MXFP4_TENSOR_LINK = 'https://drive.google.com/uc?id=1EMCfy_FWfkpICZ7j6oeINsiRS7jAUoqe'
tensor_npz = 'tensor.npz'
gdown.download(MXFP4_TENSOR_LINK, tensor_npz, quiet=False)
mlp_tensors = np.load(tensor_npz)
mlp_weight, mlp_scale = mlp_tensors['arr_0'], mlp_tensors['arr_1']
print(f'weight tensor: {mlp_weight.shape}, scale tensor: {mlp_scale.shape}')

Downloading...
From (original): https://drive.google.com/uc?id=1EMCfy_FWfkpICZ7j6oeINsiRS7jAUoqe
From (redirected): https://drive.google.com/uc?id=1EMCfy_FWfkpICZ7j6oeINsiRS7jAUoqe&confirm=t&uuid=ff97a624-0a66-466e-8e7e-1a4fa0380d9b
To: /content/tensor.npz
100%|██████████| 521M/521M [00:03<00:00, 165MB/s]


weight tensor: (128, 2880, 90, 16), scale tensor: (128, 2880, 90)


In [2]:
#@title Dequantization Tensor
def make_fp4_e2m1_lut() -> np.ndarray:
  """Make lookup table for fp4 e2m1."""
  lut = np.zeros(16, dtype=np.float32)
  for code in range(16):
    s = (code >> 3) & 0x1
    E = (code >> 1) & 0x3
    M = code & 0x1
    bias = 1
    if E == 0:
      val = (M / 2.0)  # subnormal
    else:
      frac = 1.0 + (M / 2.0)
      exp  = E - bias
      val  = np.ldexp(frac, exp)
    lut[code] = (-1.0)**s * val
  return lut

# A Global value :-/
_FP4_LUT = make_fp4_e2m1_lut()

def e8m0_decode(scales_u8: np.ndarray) -> np.ndarray:
  """Scale u8 dequantize E8M0."""
  return np.exp2(scales_u8.astype(np.int16) - 127)


def mxfp4_dequantize(packed_fp4: np.ndarray,
                     scales_u8: np.ndarray) -> np.ndarray:
  """Dequantize MXFP4 tensor with scale.

  Args:
    packed_fp4: Packed MXFP4 tensor. np.ndarray(uint8), shape (..., B)
                ach byte holds 2 FP4 values (low nibble first).
    scales_u8: np.ndarray(uint8), shape (...) — same as packed_fp4.shape[:-1]
               One E8M0 scale per block of 2*B elements.

  Returns:
    np.ndarray(float32), shape (..., 2*B)
  """
  assert packed_fp4.dtype == np.uint8
  assert scales_u8.dtype == np.uint8
  assert packed_fp4.shape[:-1] == scales_u8.shape, \
      f"scales shape {scales_u8.shape} must match packed_fp4.shape[:-1] {packed_fp4.shape[:-1]}"

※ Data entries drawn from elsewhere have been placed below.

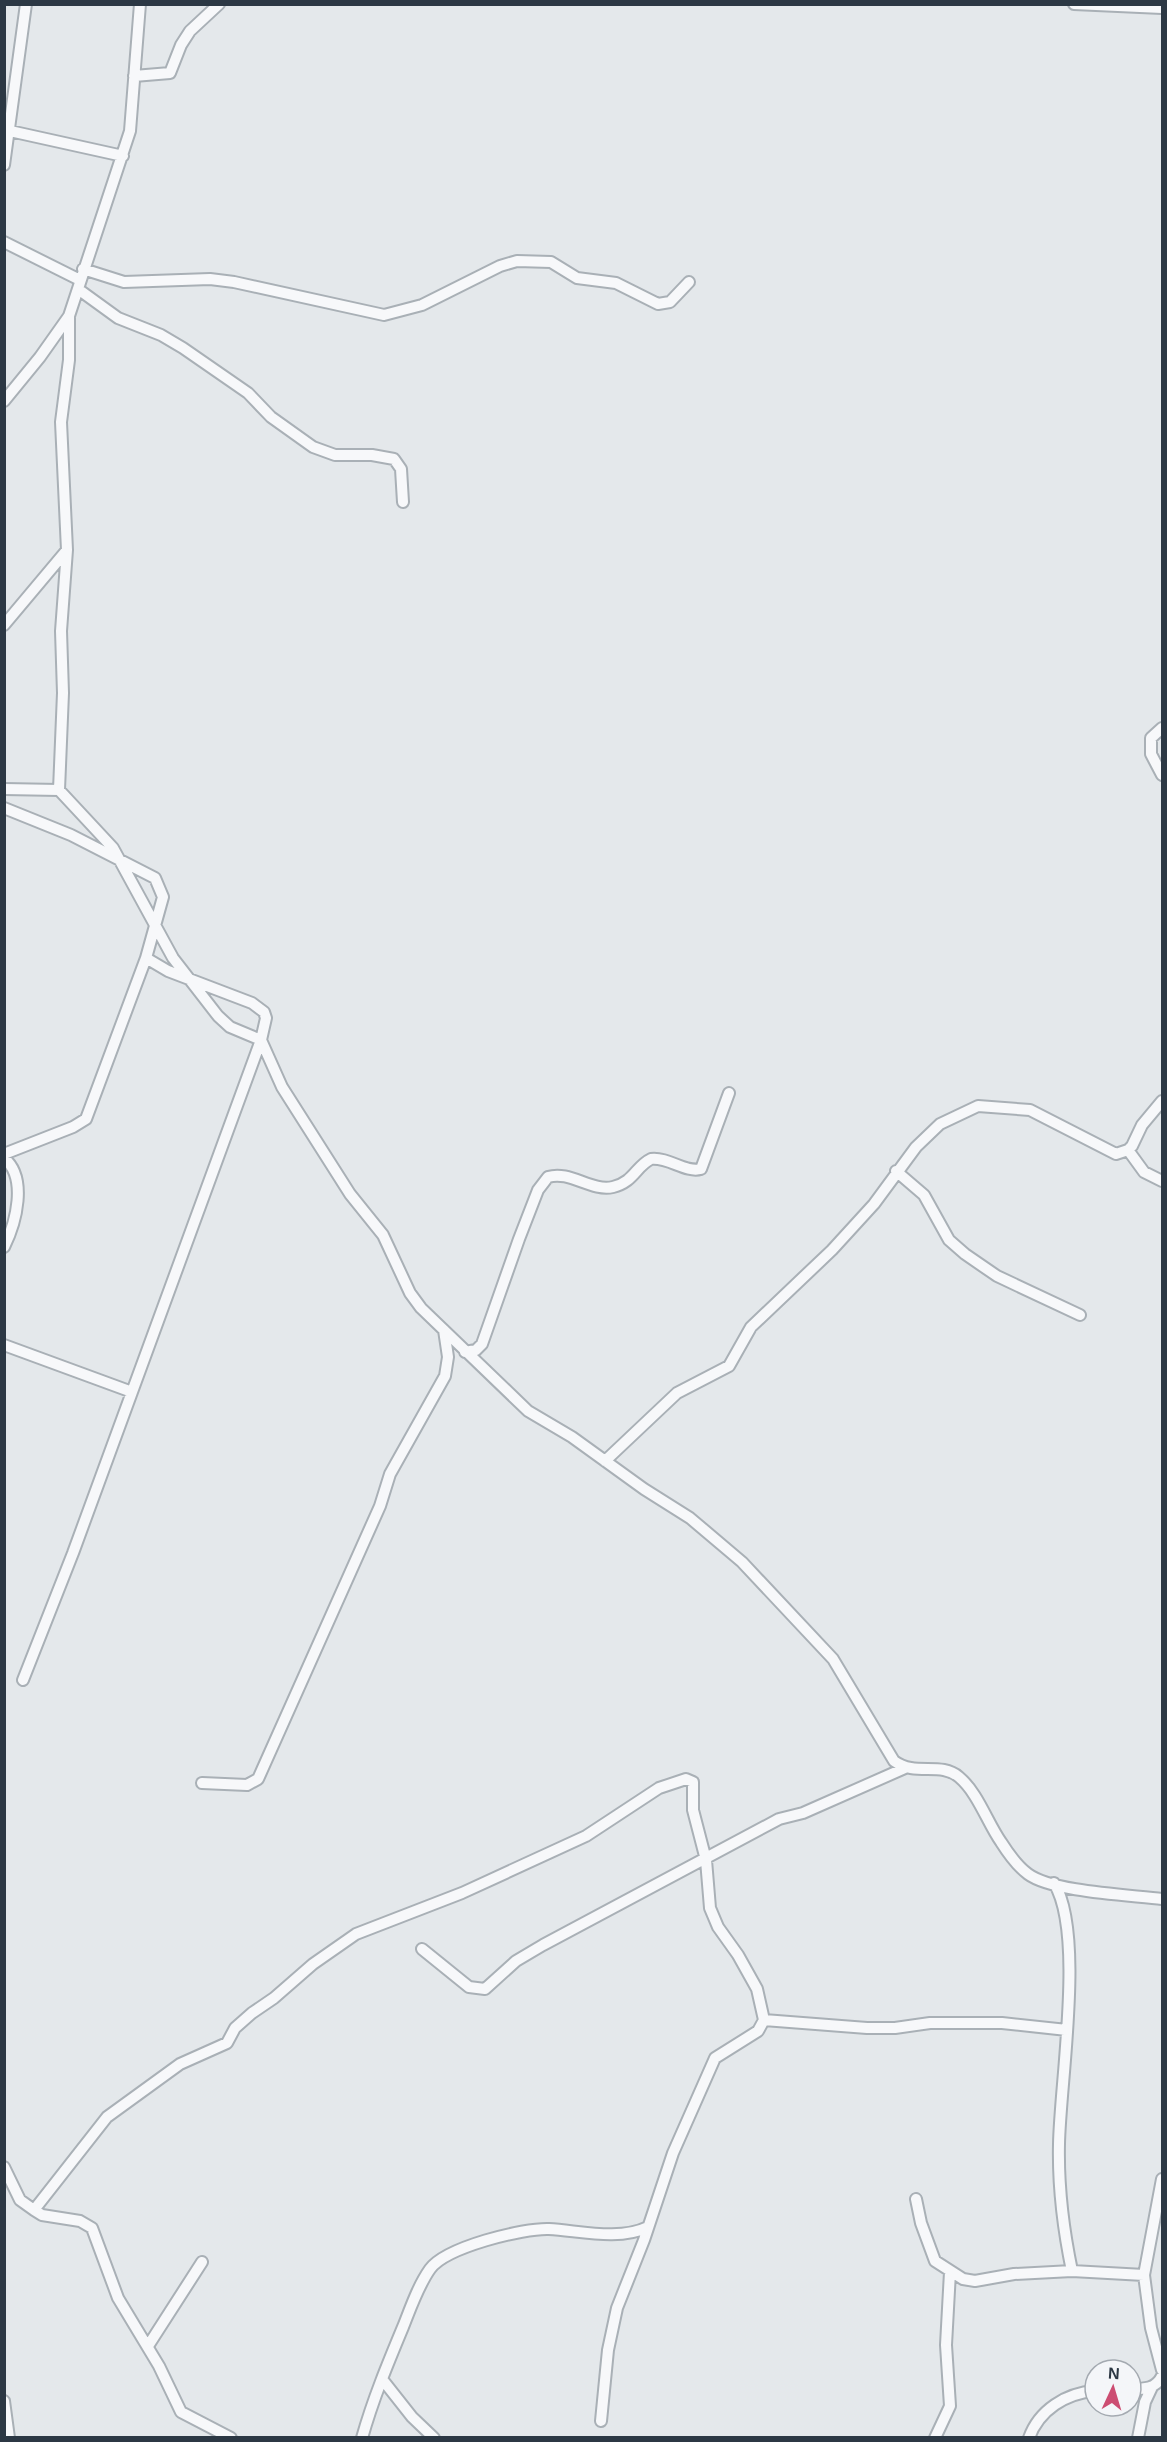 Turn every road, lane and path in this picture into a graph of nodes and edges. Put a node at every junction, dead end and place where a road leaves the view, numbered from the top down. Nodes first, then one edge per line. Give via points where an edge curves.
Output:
1 (26, 4) edge
2 (140, 4) edge
3 (219, 4) edge
4 (1074, 4) edge
5 (1162, 8) edge
6 (134, 76) junction
7 (10, 131) junction
8 (123, 156) junction
9 (4, 165) edge
10 (4, 242) edge
11 (80, 279) junction
12 (689, 282) dead end
13 (69, 316) junction
14 (4, 401) edge
15 (403, 502) dead end
16 (67, 550) junction
17 (4, 625) edge
18 (1162, 728) edge
19 (1162, 775) edge
20 (4, 789) edge
21 (59, 790) junction
22 (4, 808) edge
23 (117, 858) junction
24 (154, 924) junction
25 (146, 958) junction
26 (189, 979) junction
27 (261, 1040) junction
28 (729, 1093) dead end
29 (1162, 1101) edge
30 (1128, 1150) junction
31 (4, 1156) edge
32 (896, 1172) junction
33 (1162, 1181) edge
34 (4, 1247) edge
35 (1080, 1315) dead end
36 (444, 1330) junction
37 (4, 1345) edge
38 (465, 1352) junction
39 (132, 1392) junction
40 (605, 1461) junction
41 (23, 1680) dead end
42 (905, 1768) junction
43 (202, 1783) dead end
44 (706, 1860) junction
45 (1054, 1883) junction
46 (1162, 1899) edge
47 (422, 1949) dead end
48 (764, 2020) junction
49 (1067, 2030) junction
50 (4, 2167) edge
51 (1162, 2179) edge
52 (916, 2199) dead end
53 (34, 2210) junction
54 (648, 2227) junction
55 (202, 2262) dead end
56 (1072, 2271) junction
57 (950, 2272) junction
58 (1144, 2275) junction
59 (148, 2346) junction
60 (1162, 2370) edge
61 (1162, 2376) edge
62 (382, 2379) junction
63 (1152, 2387) junction
64 (1143, 2388) edge
65 (1083, 2393) edge
66 (4, 2401) edge
67 (601, 2421) dead end
68 (9, 2438) edge
69 (231, 2438) edge
70 (362, 2438) edge
71 (434, 2438) edge
72 (935, 2438) edge
73 (1029, 2438) edge
74 (1138, 2438) edge

1 - 7 street
2 - 6 street
3 - 6 street via 190,31 170,73
4 - 5 street
6 - 8 street via 130,132
7 - 8 street
7 - 9 street
8 - 11 street
10 - 11 street
11 - 12 street via 210,279 384,315 422,305 517,261 551,262 576,278 616,283 658,304 670,302
11 - 13 street
11 - 15 street via 118,318 183,348 248,393 272,417 313,447 335,455 394,459 401,469
13 - 14 street
13 - 16 street via 69,360 61,422
16 - 17 street
16 - 21 street via 61,631
18 - 19 street via 1151,738 1151,754
20 - 21 street
21 - 23 street via 113,848
22 - 23 street
23 - 24 street
23 - 24 street via 152,876 159,884 162,903
24 - 25 street
24 - 26 street
25 - 26 street
25 - 31 street via 86,1119
26 - 27 street via 230,1027
26 - 27 street via 259,1007 266,1018
27 - 36 street via 282,1087 350,1194 383,1235 410,1293
27 - 39 street
28 - 38 street via 701,1169 690,1170 672,1161 651,1159 629,1180 611,1187 563,1176 548,1177 538,1190 482,1344
29 - 30 street
30 - 32 street via 1116,1154 1030,1110 978,1106 940,1124
30 - 33 street via 1144,1172
31 - 34 street via 14,1170 18,1215
32 - 35 street via 924,1195 949,1240 965,1254 998,1276
32 - 40 street via 874,1204 832,1250 751,1328 729,1366 677,1393
36 - 38 street
36 - 43 street via 448,1357 445,1376 390,1474 380,1506 258,1779 247,1785
37 - 39 street
38 - 40 street via 528,1411
39 - 41 street
40 - 42 street via 690,1518 769,1591 833,1659 884,1746 894,1761
42 - 44 street via 803,1814 779,1819
42 - 45 street via 942,1769 956,1774 1017,1863 1028,1874
44 - 47 street via 543,1945 516,1961 485,1989 469,1987
44 - 48 street via 710,1908 757,1989
44 - 53 street via 693,1810 693,1782 676,1781 586,1836 462,1893 356,1934 247,2017 227,2043 180,2064 107,2117
45 - 46 street
45 - 49 street via 1067,1918
48 - 49 street via 876,2028 1002,2022
48 - 54 street via 758,2031 716,2058 708,2070 673,2152
49 - 56 street via 1059,2143 1061,2221
50 - 53 street via 20,2200
51 - 58 street
52 - 57 street via 931,2254
53 - 59 street via 42,2215 80,2221 92,2228 118,2298
54 - 62 street via 623,2234 547,2229 519,2232 448,2255 431,2268 419,2289
54 - 67 street via 617,2308 608,2350
55 - 59 street
56 - 57 street via 975,2281
56 - 58 street
57 - 72 street via 946,2346 950,2406
58 - 60 street
59 - 69 street via 181,2412
61 - 63 street
62 - 70 street
62 - 71 street
63 - 64 street
63 - 74 street
65 - 73 street via 1054,2405 1039,2418
66 - 68 street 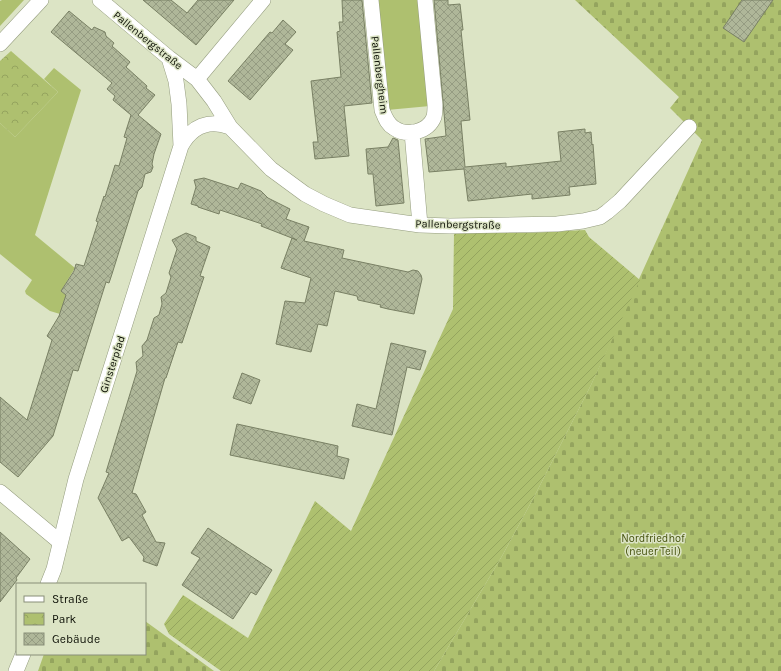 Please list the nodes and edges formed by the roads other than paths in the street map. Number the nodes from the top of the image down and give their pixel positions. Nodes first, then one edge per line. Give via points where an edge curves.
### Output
1 (41, 0) edge
2 (100, 0) edge
3 (263, 0) edge
4 (371, 0) edge
5 (425, 0) edge
6 (0, 44) edge
7 (169, 58) junction
8 (197, 79) junction
9 (230, 127) junction
10 (689, 128) dead end
11 (412, 132) junction
12 (182, 146) junction
13 (420, 225) junction
14 (0, 492) edge
15 (60, 542) junction
16 (48, 583) edge
17 (23, 655) edge
18 (16, 671) edge

1 - 6 street
2 - 7 street, Pallenbergstraße
3 - 8 street
4 - 11 street, Pallenbergheim via 382,110 386,121 393,128
5 - 11 street via 434,116 430,124 422,130
7 - 8 street, Pallenbergstraße
7 - 12 street, Ginsterpfad via 176,81
8 - 9 street, Pallenbergstraße
9 - 12 street, Ginsterpfad via 213,123 198,128 191,132
9 - 13 street, Pallenbergstraße via 271,169 305,194 324,204 350,215
10 - 13 street, Pallenbergstraße via 620,201 600,217 557,224
11 - 13 street
12 - 15 street, Ginsterpfad via 76,479
14 - 15 street
15 - 16 street, Ginsterpfad
17 - 18 street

  # unpack nibbles → (..., 2*B)
  low  = packed_fp4 & 0x0F
  high = packed_fp4 >> 4
  nibbles = np.concatenate([low, high], axis=-1)

  # FP4 decode via LUT
  elems = _FP4_LUT[nibbles]

  # decode scales and broadcast
  scales = e8m0_decode(scales_u8)[..., None]  # expand last dim
  return elems * scales


def mxfp4_mlp_matmul_activation(
    x: np.ndarray,
    weight_packed: np.ndarray,
    scale_u8: np.ndarray,
    expert_idx: int,
    bias: np.ndarray | None = None
) -> np.ndarray:
    """Fused Quantizatze and Matmul.

    Args:
      x: (..., intermediate) float32/float16 — activation vector(s) entering this MLP linear
      weight_packed: Packed weight tensor (n_experts, intermediate, n_blocks, b) uint8
      scale_u8: Scale tensor (n_experts, intermediate, n_blocks) uint8
      expert_idx:   which expert to use.
      bias: Optional bias tensor.

    Returns:
      (..., d_model) float32 — y = x @ W^T (+ bias)
    """
    assert weight_packed.dtype == np.uint8 and scale_u8.dtype == np.uint8
    assert weight_packed.shape[:-1] == scale_u8.shape
    assert 0 <= expert_idx < weight_packed.shape[0]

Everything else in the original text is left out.